House Joint Resolution 369, which was introduced during the 2000 Session of the General Assembly, directed the Joint Commission on Health Care (JCHC) "in conjunction with the American Cancer Society, Hospice, the Medical Society of Virginia, the Virginia Nurses Association, the Virginia Pharmacists Association, the Hospital and Healthcare Association, and the Virginia Cancer Pain Initiative [to] study the issues involved in palliative care." HJR 369 stated that the following issues should be addressed in completing the study: "(i) identify a central resource for patients and families; (ii) designate a central information source, as well as a training program for health professionals; (iii) identify barriers (access, economic, organizational, ethical, and legal barriers) as well as deficiencies that currently exist in the health care system; and (iv) develop an evaluation plan to assess quality and outcomes of palliative care in order to ensure that the patent and his family are able to maintain the best possible quality of life throughout the course of the disease...." The resolution also called for creating a funding mechanism to carry out the palliative care initiatives.

HJR 369 was not adopted by the General Assembly but was communicated via letter from the Speaker of the House of Delegates to the Joint Commission on Health Care. The Speaker's letter, indicated:

"The House Rules Committee believes that the issues addressed by the resolution merit review. Therefore the Commission is directed to undertake the study and to submit a written report of its findings and any recommendations to the Governor and to the 2001 Session of the General Assembly."

A copy of this letter and HJR 369, as introduced, are included in Appendix A.

Based on our research and analysis during this review, we concluded the following:

• Palliative care is "the branch of medicine that provides active care for people with chronic disease which is not responsive to curative treatment," and has a primary goal to provide comfort and relief from pain and suffering. Recent studies have documented that emphasis on therapeutic care to the exclusion of palliative care has often meant that individuals suffering from chronic and terminal diseases have died in severe and protracted pain, and usually in a hospital setting.

• Palliative care is beginning to receive significant attention in the United States in response to changes in disease management. Unlike the scenario of 100 years ago when life expectancy was less than 50 years with death typically resulting from contracting a communicable disease, today most Americans can expect to live for more than 75 years and to die of a chronic rather than acute disease.

• The fact that medical care has historically emphasized therapeutic care rather than palliative care has meant: (1) medical care curriculum is focused on therapeutic care with few courses related to palliative care being offered, and (2) pain medication and symptom relief are not generally well-understood.

• Nationally few medical and nursing schools require course work on "end of life" issues. These issues receive little coverage in the principal medical texts, and little formal training is offered during residency. An American Medical Association survey of medical schools found that only three percent have a required course on providing care to the dying. An informal survey of Virginia's three academic health centers found that none of the medical schools require a course on palliative care although some courses address topics related to such care. However, all three medical schools offer fourth-year electives in palliative care. The nursing schools in Virginia do not offer courses that are devoted only to palliative care. Although there is currently little opportunity for the practicing health care provider to learn about palliative care, several new programs, most notably the Education of Physicians on End of Life Care or "EPEC" program have been developed.

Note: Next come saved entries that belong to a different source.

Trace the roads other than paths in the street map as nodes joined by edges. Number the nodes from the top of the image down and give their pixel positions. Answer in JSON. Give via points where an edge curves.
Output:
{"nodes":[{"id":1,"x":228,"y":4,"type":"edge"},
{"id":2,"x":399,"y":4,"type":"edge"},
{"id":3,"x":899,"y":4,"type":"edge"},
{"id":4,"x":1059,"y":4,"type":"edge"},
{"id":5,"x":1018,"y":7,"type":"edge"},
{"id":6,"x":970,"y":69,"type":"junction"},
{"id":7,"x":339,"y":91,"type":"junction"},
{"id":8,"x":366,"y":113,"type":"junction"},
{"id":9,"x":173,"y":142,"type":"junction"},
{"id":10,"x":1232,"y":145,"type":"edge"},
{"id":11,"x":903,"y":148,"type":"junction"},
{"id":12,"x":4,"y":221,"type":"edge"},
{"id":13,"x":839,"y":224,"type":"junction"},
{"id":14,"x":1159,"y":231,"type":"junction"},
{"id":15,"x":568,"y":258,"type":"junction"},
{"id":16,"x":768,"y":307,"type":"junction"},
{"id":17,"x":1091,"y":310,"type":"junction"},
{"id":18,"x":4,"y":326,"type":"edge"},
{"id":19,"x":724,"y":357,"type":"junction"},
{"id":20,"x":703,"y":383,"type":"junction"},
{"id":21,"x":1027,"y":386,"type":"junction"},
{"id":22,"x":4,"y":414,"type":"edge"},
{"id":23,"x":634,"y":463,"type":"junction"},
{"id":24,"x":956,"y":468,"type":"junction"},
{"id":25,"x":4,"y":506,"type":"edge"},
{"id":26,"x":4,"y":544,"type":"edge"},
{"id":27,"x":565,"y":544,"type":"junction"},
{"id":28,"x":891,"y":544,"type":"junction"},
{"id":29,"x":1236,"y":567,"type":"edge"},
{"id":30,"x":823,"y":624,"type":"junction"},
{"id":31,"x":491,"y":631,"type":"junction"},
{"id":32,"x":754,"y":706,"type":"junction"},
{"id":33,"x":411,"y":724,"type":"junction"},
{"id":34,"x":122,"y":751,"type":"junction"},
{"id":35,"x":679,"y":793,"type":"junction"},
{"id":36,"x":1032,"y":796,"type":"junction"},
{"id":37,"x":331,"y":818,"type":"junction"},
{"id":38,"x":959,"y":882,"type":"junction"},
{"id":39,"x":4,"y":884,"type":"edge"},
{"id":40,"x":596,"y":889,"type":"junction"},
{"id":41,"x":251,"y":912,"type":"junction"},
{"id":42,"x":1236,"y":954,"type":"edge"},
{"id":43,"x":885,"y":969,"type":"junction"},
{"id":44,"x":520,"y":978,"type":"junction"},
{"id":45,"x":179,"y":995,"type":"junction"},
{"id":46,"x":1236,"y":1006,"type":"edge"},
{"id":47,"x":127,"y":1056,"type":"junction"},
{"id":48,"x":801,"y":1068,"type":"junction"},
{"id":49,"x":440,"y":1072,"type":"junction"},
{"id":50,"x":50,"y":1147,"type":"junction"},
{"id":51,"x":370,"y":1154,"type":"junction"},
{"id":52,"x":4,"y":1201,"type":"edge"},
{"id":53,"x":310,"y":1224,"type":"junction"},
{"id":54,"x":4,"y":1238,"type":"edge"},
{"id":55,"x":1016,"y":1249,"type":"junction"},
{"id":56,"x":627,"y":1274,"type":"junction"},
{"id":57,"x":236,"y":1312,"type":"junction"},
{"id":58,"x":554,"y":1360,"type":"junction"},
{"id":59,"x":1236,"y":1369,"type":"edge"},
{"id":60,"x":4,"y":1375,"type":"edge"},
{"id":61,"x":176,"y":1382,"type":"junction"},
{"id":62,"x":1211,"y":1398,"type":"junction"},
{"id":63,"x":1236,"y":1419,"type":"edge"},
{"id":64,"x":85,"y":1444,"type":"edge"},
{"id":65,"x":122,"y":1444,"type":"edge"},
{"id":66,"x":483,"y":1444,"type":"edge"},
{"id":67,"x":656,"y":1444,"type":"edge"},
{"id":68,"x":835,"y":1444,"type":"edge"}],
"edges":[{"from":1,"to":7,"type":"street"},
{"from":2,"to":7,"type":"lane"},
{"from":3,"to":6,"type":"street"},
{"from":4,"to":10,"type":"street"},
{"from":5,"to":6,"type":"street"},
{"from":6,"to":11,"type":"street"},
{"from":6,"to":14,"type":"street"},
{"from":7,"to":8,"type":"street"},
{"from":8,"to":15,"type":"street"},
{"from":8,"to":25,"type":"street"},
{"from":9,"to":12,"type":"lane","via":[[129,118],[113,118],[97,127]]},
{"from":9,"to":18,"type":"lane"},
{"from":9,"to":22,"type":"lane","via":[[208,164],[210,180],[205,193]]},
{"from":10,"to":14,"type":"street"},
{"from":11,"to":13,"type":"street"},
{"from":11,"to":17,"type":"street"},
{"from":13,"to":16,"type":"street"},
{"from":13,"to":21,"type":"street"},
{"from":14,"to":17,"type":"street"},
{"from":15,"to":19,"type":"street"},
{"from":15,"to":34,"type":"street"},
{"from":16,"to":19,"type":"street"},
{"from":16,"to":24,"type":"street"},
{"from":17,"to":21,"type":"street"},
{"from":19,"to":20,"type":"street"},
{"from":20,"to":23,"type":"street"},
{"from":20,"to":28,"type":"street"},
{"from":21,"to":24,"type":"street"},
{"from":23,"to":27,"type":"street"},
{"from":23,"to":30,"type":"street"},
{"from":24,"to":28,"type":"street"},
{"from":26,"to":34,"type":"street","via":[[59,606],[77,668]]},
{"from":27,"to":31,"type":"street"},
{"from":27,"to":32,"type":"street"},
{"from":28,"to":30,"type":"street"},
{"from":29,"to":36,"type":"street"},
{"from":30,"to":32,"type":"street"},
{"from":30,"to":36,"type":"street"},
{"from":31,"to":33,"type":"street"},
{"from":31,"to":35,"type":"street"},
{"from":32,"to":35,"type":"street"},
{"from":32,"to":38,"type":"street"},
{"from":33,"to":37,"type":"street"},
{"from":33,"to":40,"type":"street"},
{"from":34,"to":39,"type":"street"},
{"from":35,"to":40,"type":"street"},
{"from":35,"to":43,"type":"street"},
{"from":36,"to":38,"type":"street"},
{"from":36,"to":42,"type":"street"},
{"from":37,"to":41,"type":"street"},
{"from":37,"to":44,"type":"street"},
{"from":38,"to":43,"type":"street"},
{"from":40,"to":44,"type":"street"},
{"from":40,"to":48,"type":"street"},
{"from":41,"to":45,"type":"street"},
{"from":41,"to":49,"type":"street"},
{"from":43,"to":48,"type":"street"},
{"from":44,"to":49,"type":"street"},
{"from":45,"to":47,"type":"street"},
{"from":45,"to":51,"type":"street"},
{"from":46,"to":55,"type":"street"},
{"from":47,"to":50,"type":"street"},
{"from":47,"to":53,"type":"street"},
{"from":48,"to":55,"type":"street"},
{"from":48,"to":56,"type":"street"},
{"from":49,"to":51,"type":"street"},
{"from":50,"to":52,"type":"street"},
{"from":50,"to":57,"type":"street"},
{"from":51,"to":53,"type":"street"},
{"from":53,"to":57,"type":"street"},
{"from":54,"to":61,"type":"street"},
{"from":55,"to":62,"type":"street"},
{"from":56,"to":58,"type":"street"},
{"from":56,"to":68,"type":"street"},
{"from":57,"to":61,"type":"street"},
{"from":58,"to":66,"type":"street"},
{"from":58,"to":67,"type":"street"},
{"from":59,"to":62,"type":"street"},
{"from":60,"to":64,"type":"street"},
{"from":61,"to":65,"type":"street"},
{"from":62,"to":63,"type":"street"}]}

• Hospice programs are currently the principal providers of palliative care both nationally and in Virginia serving approximately 200,000 people nationally and 7,000 statewide. Hospice allows many terminally ill patients to remain in their homes and to receive costly but necessary pain medication as well as emotional and spiritual support. Medicare pays for 70 percent of hospice care provided in the United States. A 1995 study by the Lewin Group showed that in Virginia, each dollar spent for Medicare hospice services saved $1.19 in medical expenditures that would otherwise have been made.

• Some aspects of palliative care have been addressed in Virginia: in-home hospice services are available, hospice/palliative care units are located within several hospitals, and an intractable pain law and Health-Care Decisions Act have been enacted. However, there is no coordinated program or statewide effort to provide education and support to providers and families. Establishing a state-level palliative care entity could provide coordination to ensure that health care professionals have access to "best practices" information, that patients and their families receive useful information and support, and that information is available regarding the various palliative care programs throughout the Commonwealth.

• Despite the cost-effectiveness of hospice services, there are few residential and inpatient hospice facilities in Virginia due in part to the fact that there is no statutory provision for licensing hospice beds. This means that providers must be licensed as an assisted living facility, hospital, or nursing home in addition to being licensed to provide hospice services.

A number of policy options were offered for consideration by the Joint Commission on Health Care regarding the issues discussed in this report. These policy options are listed on pages 33 and 34.

Public comments were solicited on the draft report. A summary of the public comments is attached at Appendix C.